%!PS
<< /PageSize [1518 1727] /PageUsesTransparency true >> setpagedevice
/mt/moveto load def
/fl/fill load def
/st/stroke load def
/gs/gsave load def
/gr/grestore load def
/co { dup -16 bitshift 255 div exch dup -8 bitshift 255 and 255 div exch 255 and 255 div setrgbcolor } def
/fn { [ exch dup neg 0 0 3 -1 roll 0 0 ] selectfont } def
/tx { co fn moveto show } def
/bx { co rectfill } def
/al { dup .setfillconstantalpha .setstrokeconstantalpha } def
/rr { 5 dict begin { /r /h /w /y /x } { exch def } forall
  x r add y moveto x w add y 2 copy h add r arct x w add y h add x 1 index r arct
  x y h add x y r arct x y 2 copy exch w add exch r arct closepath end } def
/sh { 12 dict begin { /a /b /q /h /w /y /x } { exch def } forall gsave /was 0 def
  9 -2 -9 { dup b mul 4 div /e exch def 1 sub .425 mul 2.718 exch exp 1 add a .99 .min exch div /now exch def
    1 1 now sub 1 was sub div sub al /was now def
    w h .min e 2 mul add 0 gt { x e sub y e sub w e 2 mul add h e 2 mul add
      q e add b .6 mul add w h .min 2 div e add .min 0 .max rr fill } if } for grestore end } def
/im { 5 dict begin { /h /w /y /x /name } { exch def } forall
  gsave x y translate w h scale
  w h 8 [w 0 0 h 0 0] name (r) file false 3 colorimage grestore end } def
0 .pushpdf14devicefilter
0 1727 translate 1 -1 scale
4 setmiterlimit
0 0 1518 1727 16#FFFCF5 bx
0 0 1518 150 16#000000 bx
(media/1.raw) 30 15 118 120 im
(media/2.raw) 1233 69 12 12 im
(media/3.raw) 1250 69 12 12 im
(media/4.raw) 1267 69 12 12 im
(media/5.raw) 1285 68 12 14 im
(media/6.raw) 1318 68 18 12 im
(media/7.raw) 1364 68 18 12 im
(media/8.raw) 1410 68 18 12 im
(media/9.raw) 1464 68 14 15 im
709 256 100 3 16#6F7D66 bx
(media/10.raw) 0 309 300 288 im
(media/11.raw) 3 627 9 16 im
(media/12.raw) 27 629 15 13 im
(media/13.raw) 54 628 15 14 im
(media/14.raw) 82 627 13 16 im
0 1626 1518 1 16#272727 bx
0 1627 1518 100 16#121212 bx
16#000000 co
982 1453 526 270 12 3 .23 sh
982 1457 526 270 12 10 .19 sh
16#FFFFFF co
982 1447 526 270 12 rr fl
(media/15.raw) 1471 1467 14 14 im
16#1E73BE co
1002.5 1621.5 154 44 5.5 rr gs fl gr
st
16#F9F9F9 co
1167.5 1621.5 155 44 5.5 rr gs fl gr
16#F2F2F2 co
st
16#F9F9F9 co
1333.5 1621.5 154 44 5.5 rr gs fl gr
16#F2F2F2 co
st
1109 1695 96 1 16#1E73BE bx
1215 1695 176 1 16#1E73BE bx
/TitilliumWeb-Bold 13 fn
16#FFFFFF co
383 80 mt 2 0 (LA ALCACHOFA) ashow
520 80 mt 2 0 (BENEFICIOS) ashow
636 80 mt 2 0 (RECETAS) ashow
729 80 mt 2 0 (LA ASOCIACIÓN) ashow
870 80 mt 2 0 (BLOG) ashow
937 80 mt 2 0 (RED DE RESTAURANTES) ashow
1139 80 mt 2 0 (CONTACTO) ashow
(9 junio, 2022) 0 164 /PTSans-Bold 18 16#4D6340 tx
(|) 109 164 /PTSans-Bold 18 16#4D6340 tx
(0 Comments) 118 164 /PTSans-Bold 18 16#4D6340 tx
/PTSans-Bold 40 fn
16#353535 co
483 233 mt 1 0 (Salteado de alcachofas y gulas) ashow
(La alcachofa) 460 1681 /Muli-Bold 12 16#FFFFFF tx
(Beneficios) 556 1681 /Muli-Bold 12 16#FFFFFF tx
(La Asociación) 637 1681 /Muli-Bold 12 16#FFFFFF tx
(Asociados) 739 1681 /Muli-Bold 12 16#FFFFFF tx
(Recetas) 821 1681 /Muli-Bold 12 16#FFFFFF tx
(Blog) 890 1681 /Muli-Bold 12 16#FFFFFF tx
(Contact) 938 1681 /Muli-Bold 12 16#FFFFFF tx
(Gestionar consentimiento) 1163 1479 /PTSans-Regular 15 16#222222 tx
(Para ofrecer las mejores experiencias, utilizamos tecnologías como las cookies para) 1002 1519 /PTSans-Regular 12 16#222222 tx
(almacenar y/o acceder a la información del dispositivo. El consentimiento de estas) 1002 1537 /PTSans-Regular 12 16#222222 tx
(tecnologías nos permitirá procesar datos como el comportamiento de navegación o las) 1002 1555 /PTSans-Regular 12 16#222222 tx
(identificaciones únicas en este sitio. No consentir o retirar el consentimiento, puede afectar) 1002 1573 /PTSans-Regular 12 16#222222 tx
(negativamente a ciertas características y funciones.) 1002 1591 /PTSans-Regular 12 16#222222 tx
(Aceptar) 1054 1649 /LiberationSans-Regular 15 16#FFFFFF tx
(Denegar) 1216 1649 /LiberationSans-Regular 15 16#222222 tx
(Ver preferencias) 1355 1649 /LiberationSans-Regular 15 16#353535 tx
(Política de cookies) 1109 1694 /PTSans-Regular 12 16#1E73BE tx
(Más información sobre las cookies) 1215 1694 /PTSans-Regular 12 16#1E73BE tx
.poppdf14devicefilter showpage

• **Work request**
For the string "load", go line by line through the material and copy every line that has it.

• **Written answer**
/mt/moveto load def
/fl/fill load def
/st/stroke load def
/gs/gsave load def
/gr/grestore load def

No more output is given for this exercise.